WHAT YOU ARE ASKED TO DO →
Everything from the line holding "thumb mcp: (971, 822)" through the last line of the records should be repeated word for word, and pictures should be omitted.

--- GIVEN INFORMATION ---

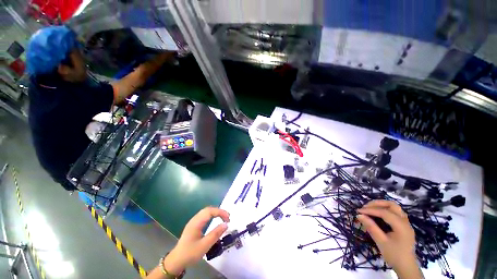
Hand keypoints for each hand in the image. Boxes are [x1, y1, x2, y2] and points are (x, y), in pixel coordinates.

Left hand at [163, 207, 229, 274]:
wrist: (176, 261)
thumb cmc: (190, 253)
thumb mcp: (204, 246)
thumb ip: (215, 234)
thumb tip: (226, 224)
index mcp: (196, 223)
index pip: (210, 211)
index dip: (220, 212)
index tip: (228, 218)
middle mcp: (195, 219)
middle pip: (208, 209)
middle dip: (219, 211)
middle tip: (227, 218)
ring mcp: (194, 221)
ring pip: (206, 211)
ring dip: (216, 213)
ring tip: (223, 218)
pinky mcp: (194, 225)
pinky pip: (205, 215)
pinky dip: (212, 215)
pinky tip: (215, 220)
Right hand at [357, 200, 422, 278]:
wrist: (406, 267)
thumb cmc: (394, 255)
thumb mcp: (381, 242)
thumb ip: (371, 227)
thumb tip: (359, 215)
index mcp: (401, 226)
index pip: (384, 212)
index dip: (370, 210)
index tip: (358, 211)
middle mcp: (405, 221)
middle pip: (392, 205)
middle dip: (377, 204)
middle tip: (365, 207)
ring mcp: (406, 223)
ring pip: (394, 207)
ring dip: (382, 205)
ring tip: (370, 209)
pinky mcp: (404, 226)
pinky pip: (395, 213)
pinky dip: (386, 210)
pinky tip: (378, 215)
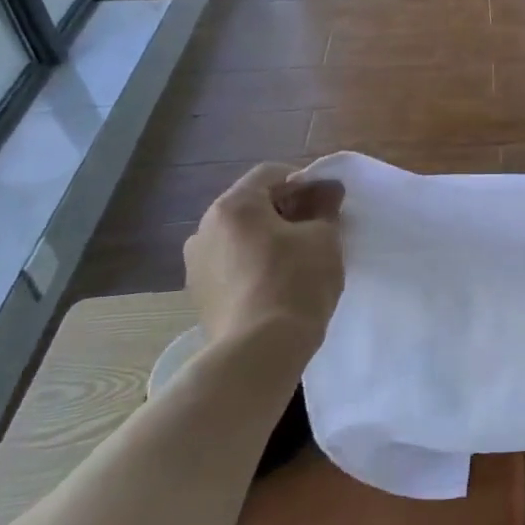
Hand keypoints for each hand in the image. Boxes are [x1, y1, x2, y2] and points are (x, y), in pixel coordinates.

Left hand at [184, 163, 344, 364]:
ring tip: (299, 258)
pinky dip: (254, 264)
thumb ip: (325, 207)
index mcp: (233, 206)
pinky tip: (278, 283)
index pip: (270, 174)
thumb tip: (327, 190)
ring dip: (268, 238)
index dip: (304, 181)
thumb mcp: (324, 237)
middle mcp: (205, 228)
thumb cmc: (296, 281)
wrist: (260, 350)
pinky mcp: (199, 295)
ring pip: (240, 237)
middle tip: (319, 228)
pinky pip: (232, 265)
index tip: (328, 201)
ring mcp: (196, 264)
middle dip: (286, 210)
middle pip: (251, 205)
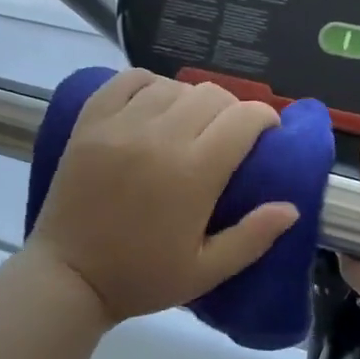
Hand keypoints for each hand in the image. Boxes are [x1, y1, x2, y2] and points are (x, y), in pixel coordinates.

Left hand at [26, 70, 299, 323]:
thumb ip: (252, 238)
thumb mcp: (205, 272)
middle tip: (228, 137)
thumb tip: (291, 207)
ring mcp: (120, 125)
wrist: (68, 276)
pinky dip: (150, 86)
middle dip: (232, 111)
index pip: (244, 118)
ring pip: (174, 85)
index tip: (266, 137)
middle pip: (213, 95)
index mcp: (193, 173)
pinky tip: (154, 107)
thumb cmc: (140, 278)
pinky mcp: (90, 121)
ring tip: (189, 125)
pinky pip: (128, 80)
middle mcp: (159, 137)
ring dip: (192, 100)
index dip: (265, 120)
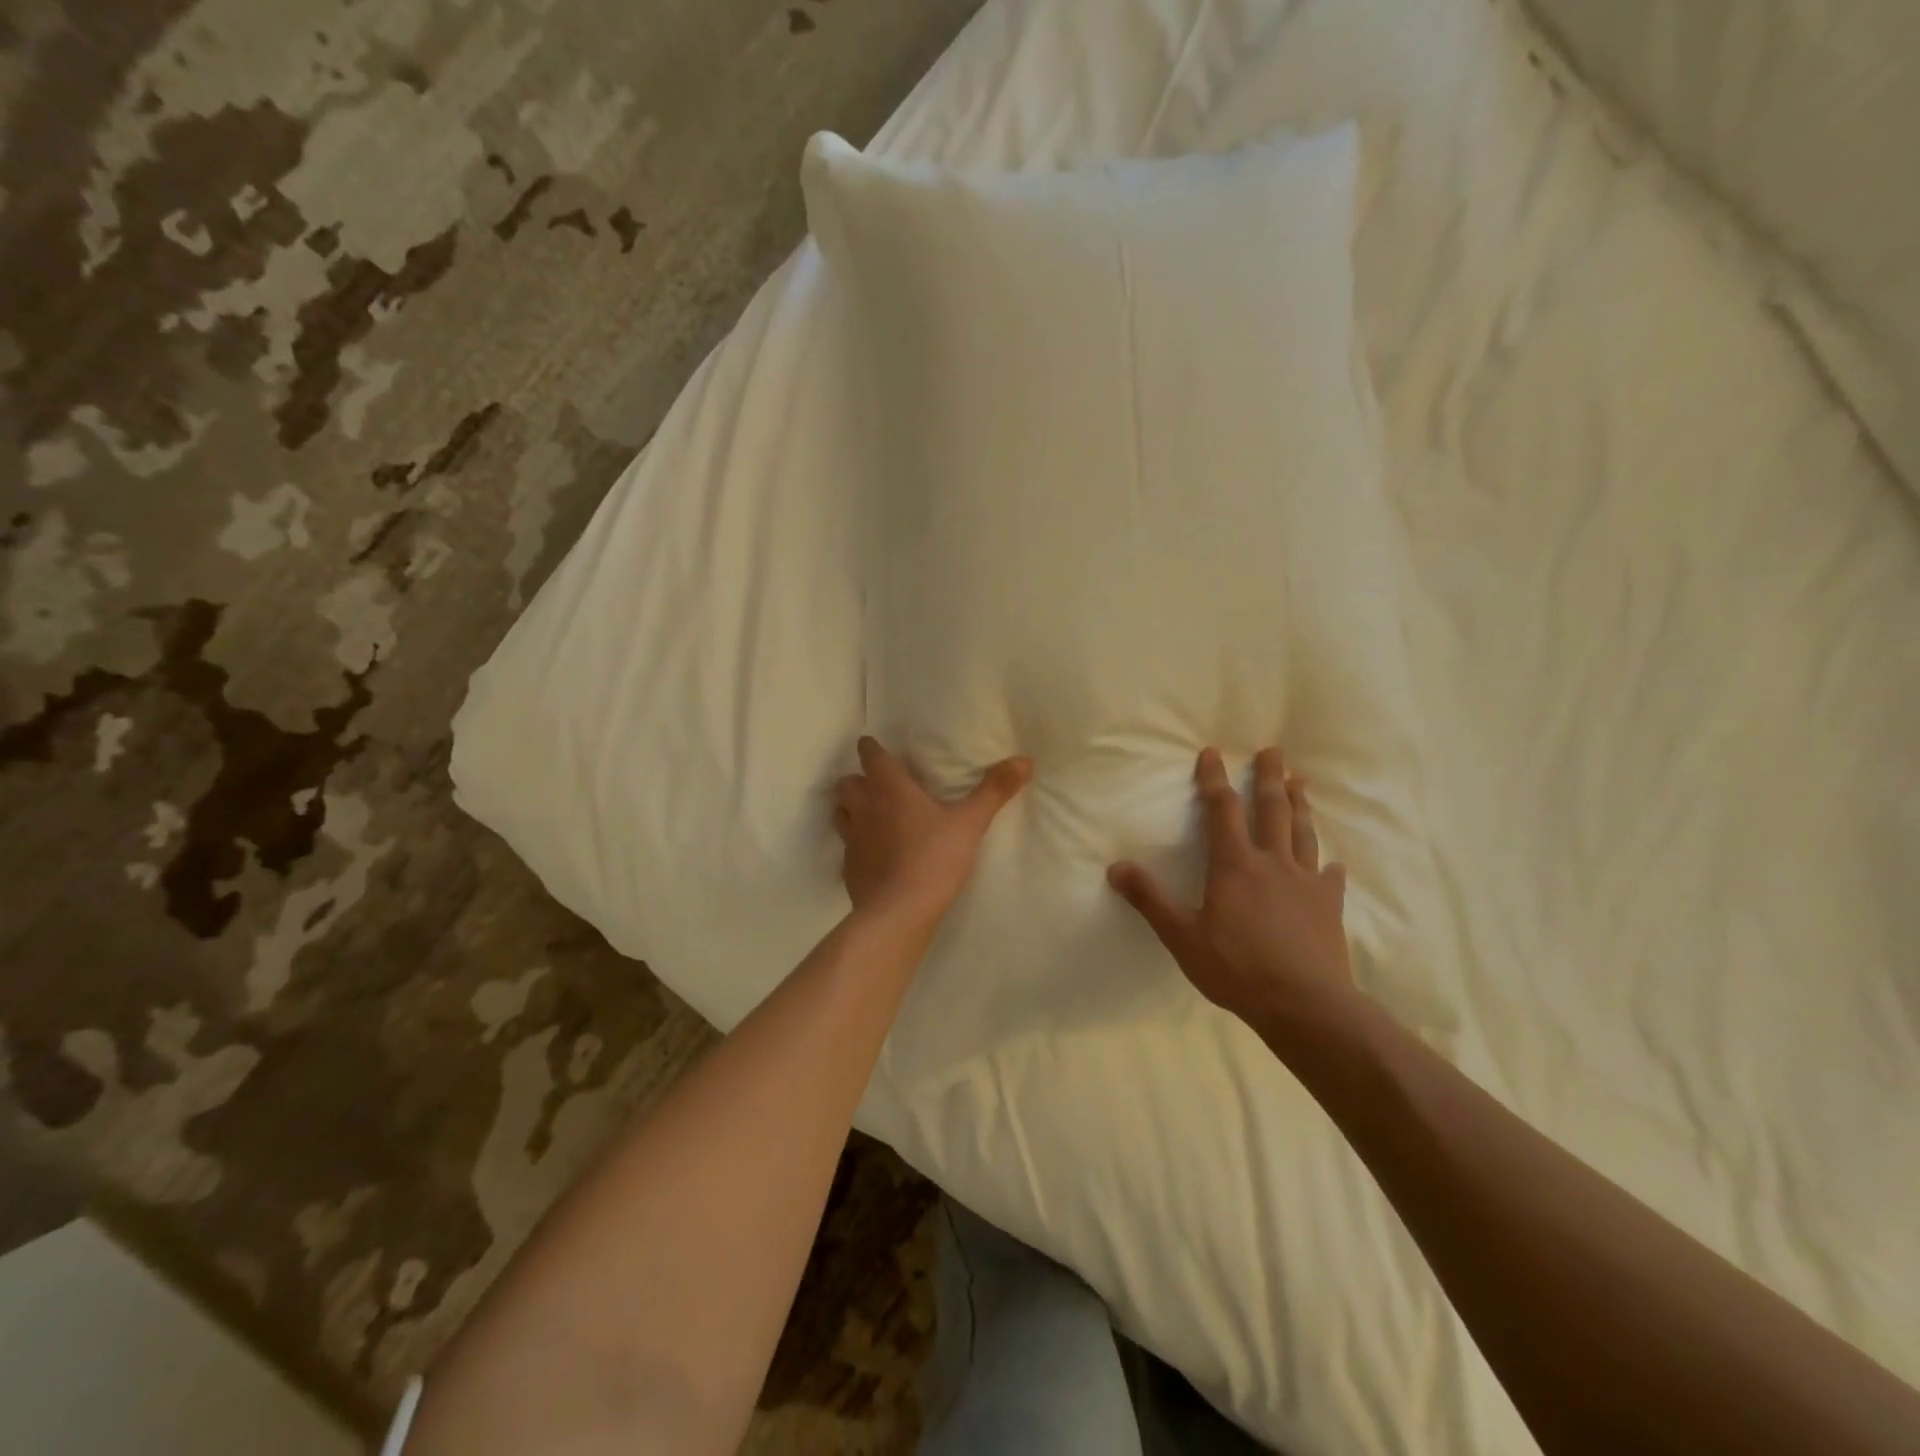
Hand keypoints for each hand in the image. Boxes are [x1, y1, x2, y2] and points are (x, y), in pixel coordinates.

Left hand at [834, 736, 1031, 926]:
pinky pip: (847, 846)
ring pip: (840, 811)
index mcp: (889, 788)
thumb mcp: (971, 822)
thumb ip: (994, 790)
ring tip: (871, 814)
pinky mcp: (849, 867)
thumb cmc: (934, 858)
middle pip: (847, 782)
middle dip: (859, 779)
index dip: (871, 749)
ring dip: (851, 807)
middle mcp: (864, 807)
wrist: (898, 912)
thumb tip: (1024, 760)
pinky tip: (873, 853)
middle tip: (878, 784)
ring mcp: (851, 839)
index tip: (875, 747)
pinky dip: (856, 843)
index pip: (870, 755)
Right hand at [1108, 746, 1352, 1027]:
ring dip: (1300, 806)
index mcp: (1234, 865)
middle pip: (1272, 810)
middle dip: (1270, 777)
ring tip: (1301, 783)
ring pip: (1303, 834)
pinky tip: (1334, 864)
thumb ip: (1150, 899)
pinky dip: (1329, 867)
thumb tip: (1115, 867)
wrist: (1305, 1004)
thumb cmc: (1236, 968)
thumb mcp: (1181, 936)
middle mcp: (1272, 863)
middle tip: (1274, 750)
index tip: (1212, 753)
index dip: (1215, 779)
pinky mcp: (1328, 906)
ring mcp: (1306, 883)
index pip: (1222, 810)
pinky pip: (1330, 878)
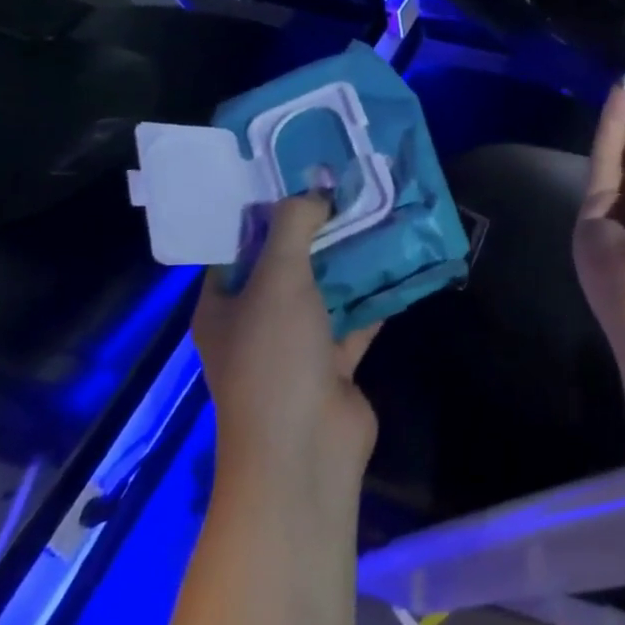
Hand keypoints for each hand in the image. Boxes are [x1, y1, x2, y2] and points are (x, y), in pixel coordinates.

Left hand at [191, 194, 380, 497]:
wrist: (305, 451)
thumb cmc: (274, 358)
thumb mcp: (278, 279)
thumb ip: (294, 227)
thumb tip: (314, 192)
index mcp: (223, 305)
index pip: (238, 245)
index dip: (265, 209)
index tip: (298, 173)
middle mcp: (255, 322)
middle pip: (287, 263)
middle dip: (317, 229)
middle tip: (349, 187)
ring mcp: (296, 345)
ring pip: (324, 289)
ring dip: (349, 259)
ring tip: (380, 214)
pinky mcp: (333, 364)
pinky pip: (355, 318)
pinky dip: (375, 294)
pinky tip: (400, 261)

---

ANSWER FOR THIS EXERCISE →
thumb mcp: (971, 822)
thumb ip: (994, 790)
ring tip: (871, 814)
pinky mcp: (849, 867)
thumb cmc: (934, 858)
middle pip: (847, 782)
middle dip: (859, 779)
index dip: (871, 749)
ring dip: (851, 807)
middle mcp: (864, 807)
wrist: (898, 912)
thumb tip: (1024, 760)
pinky tip: (873, 853)
middle tip: (878, 784)
ring mcp: (851, 839)
index tip: (875, 747)
pinky dip: (856, 843)
index pip: (870, 755)
Right hand at [1108, 746, 1352, 1027]:
ring dip: (1300, 806)
index mcp: (1234, 865)
middle pip: (1272, 810)
middle dip: (1270, 777)
ring tip: (1301, 783)
ring pip: (1303, 834)
pinky tip: (1334, 864)
thumb ip: (1150, 899)
pinky dip: (1329, 867)
thumb tip: (1115, 867)
wrist: (1305, 1004)
thumb cmc: (1236, 968)
thumb mcp: (1181, 936)
middle mcp: (1272, 863)
middle tip: (1274, 750)
index tip: (1212, 753)
index dip: (1215, 779)
pinky mcp: (1328, 906)
ring mcp: (1306, 883)
index pip: (1222, 810)
pinky pip: (1330, 878)
Hand keypoints for each hand in the image. Boxes are [x1, y1, x2, y2] and points are (x, y), in pixel coordinates.

Left hand at [191, 194, 380, 497]:
wrist: (305, 451)
thumb cmc: (274, 358)
thumb mcp: (278, 279)
thumb ip: (294, 227)
thumb tip: (314, 192)
index mcp: (223, 305)
index pip: (238, 245)
index dip: (265, 209)
index tip: (298, 173)
middle mcp: (255, 322)
middle pip: (287, 263)
middle dip: (317, 229)
middle tip: (349, 187)
ring mcp: (296, 345)
ring pip: (324, 289)
ring dip: (349, 259)
ring tip: (380, 214)
pinky mcp: (333, 364)
pinky pip: (355, 318)
pinky dip: (375, 294)
pinky tip: (400, 261)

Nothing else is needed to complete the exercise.